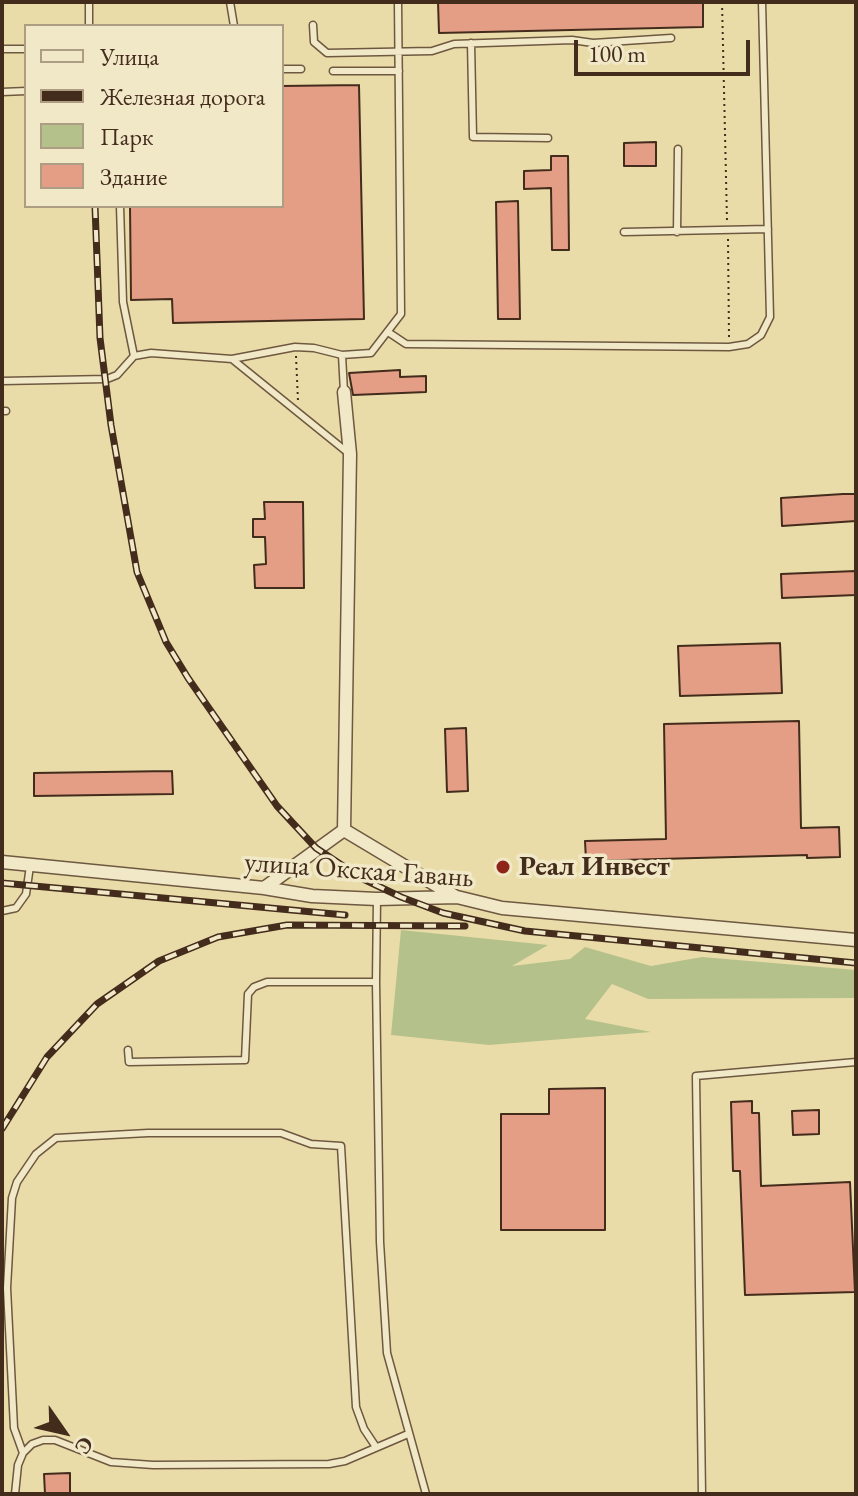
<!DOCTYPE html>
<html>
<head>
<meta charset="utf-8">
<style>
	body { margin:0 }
	#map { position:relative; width:858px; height:1496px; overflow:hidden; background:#eadca9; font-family:"EB Garamond",serif }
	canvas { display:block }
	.frame { position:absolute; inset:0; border:4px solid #442c1d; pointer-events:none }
	.legend { position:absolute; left:24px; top:24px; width:260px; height:184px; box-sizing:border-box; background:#f1e8c7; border:2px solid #ac9d83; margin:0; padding:10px 14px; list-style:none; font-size:24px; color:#442c1d }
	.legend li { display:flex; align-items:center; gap:16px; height:40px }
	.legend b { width:40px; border:2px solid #ac9d83 }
	.north { position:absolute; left:24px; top:1392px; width:80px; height:80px; -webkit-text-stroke:6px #f1e8c7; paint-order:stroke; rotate:124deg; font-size:22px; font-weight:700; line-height:32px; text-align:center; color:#442c1d }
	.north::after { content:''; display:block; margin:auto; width:28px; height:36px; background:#442c1d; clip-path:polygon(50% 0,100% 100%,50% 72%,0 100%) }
	.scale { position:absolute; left:574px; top:40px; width:176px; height:36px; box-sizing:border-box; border:4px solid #442c1d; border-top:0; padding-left:10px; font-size:24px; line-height:28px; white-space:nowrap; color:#442c1d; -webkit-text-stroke:6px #f1e8c7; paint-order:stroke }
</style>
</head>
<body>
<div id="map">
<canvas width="858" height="1496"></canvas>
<div class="frame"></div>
<ul class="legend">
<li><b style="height:10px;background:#f1e8c7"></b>Улица</li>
<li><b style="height:10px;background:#442c1d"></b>Железная дорога</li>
<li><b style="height:22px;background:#b5c18a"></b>Парк</li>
<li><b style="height:22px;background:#e39e85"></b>Здание</li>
</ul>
<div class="north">С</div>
<div class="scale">100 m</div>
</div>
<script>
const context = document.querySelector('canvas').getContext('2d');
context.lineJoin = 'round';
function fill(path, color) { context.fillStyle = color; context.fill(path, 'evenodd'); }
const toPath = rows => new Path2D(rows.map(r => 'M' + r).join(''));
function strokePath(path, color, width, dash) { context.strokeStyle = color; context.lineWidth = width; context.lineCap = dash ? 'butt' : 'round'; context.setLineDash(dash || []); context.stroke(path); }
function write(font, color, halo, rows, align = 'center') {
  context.font = font + ' "EB Garamond",serif'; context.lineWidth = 7; context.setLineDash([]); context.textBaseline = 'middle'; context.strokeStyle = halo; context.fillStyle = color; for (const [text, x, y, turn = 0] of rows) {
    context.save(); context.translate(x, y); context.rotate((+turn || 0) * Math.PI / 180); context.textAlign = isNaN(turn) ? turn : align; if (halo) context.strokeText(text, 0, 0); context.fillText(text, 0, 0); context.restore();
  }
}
fill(toPath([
	[401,930,548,945,512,966,570,959,585,947,651,966,702,957,856,970,856,998,648,999,612,984,585,1019,651,1032,489,1045,391,1035]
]), '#b5c18a');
const building = toPath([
	[438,2,703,2,703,27,439,33,438,2],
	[359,85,364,319,173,323,172,299,131,300,130,206,282,206,282,86,359,85],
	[656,142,656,166,624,166,624,143,656,142],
	[551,156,568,156,569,250,552,250,551,188,524,189,524,171,551,170,551,156],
	[518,201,520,319,498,319,496,202,518,201],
	[400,370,400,377,426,376,426,392,353,395,349,373,400,370],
	[843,494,856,494,856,521,782,526,781,498,843,494],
	[264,502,303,502,304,588,255,588,254,565,266,564,265,537,253,537,253,519,265,519,264,502],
	[856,571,856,595,782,598,781,574,856,571],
	[780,643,782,693,680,696,678,646,780,643],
	[799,721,801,828,839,827,840,857,807,858,807,855,586,861,585,841,666,839,664,724,799,721],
	[466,728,468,791,447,792,445,729,466,728],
	[172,771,173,794,34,796,34,773,172,771],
	[605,1088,605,1230,501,1230,501,1114,549,1114,549,1089,605,1088],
	[752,1101,752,1113,759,1113,761,1186,850,1182,855,1292,745,1295,740,1171,733,1171,731,1102,752,1101],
	[819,1110,819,1134,793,1135,792,1111,819,1110],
	[70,1473,70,1494,45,1494,44,1474,70,1473]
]);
fill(building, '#e39e85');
strokePath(building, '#442c1d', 2);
const service = toPath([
	[230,2,234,26],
	[313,25,314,42,327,53,432,51,454,44,572,40,593,43,671,38],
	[89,26,89,2],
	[471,43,473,137,548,138],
	[2,49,26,49],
	[282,69,301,69],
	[333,71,399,71],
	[2,92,26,91],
	[120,206,123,302,134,356],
	[624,232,768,229],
	[677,232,678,149],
	[388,332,406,344,729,347,748,344,761,335,770,317,762,2],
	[232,359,295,347,314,348,342,355],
	[2,381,107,379,117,375,134,356,151,353,232,359,347,452],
	[344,392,342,355,371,353,401,314,398,2],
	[2,411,6,411],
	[377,899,376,982,380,1242,387,1353,426,1494],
	[2,911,16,908,26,894,30,866],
	[128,1050,129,1062,245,1060,248,994,254,987,267,982,376,982],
	[23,1453,14,1428,7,1288,12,1198,17,1182,36,1154,56,1138,148,1133,281,1133,311,1144,341,1146,356,1407,364,1429,376,1447],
	[15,1494,18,1465,23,1453,32,1444,43,1440,55,1440,111,1462,153,1465,329,1464,345,1461,408,1434],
	[702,1494,696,1076,856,1062]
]);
const minor = toPath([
	[344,392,350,454,344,830,456,897],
	[2,862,264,888,312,896,377,899,457,897,502,908,856,940],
	[264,888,344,830]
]);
strokePath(service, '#6e5840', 9);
strokePath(minor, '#6e5840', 15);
strokePath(toPath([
	[722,2,727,221],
	[728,239,729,337],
	[296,356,298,401]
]), '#442c1d', 2, [2, 4]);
strokePath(service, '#f1e8c7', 6);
strokePath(minor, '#f1e8c7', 12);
const rail = toPath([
	[95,206,100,338,111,425,137,572,166,642,188,678,277,806,316,848,361,878,401,897,443,913,525,931,856,963],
	[2,883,345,915],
	[2,1129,47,1057,97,1004,159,961,218,937,287,925,465,926]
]);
strokePath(rail, '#442c1d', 7);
strokePath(rail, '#f1e8c7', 4, [12]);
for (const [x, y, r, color] of [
	[503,867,8,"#8f2418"]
]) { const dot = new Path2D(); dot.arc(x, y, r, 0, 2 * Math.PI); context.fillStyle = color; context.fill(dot); strokePath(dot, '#f1e8c7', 3); }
write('bold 28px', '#442c1d', '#f1e8c7', [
	["Реал Инвест",519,867]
], 'left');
write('28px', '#442c1d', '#f1e8c7', [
	["улица Окская Гавань",359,871,4]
]);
</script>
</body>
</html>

----------

### Task requirements
Only the lines above starting with the one with "context = document.querySelector('canvas').getContext('2d');" and going through the one with "const toPath = rows" are to be copied, word for word and with both ends kept.

### Exercise output
const context = document.querySelector('canvas').getContext('2d');
context.lineJoin = 'round';
function fill(path, color) { context.fillStyle = color; context.fill(path, 'evenodd'); }
const toPath = rows => new Path2D(rows.map(r => 'M' + r).join(''));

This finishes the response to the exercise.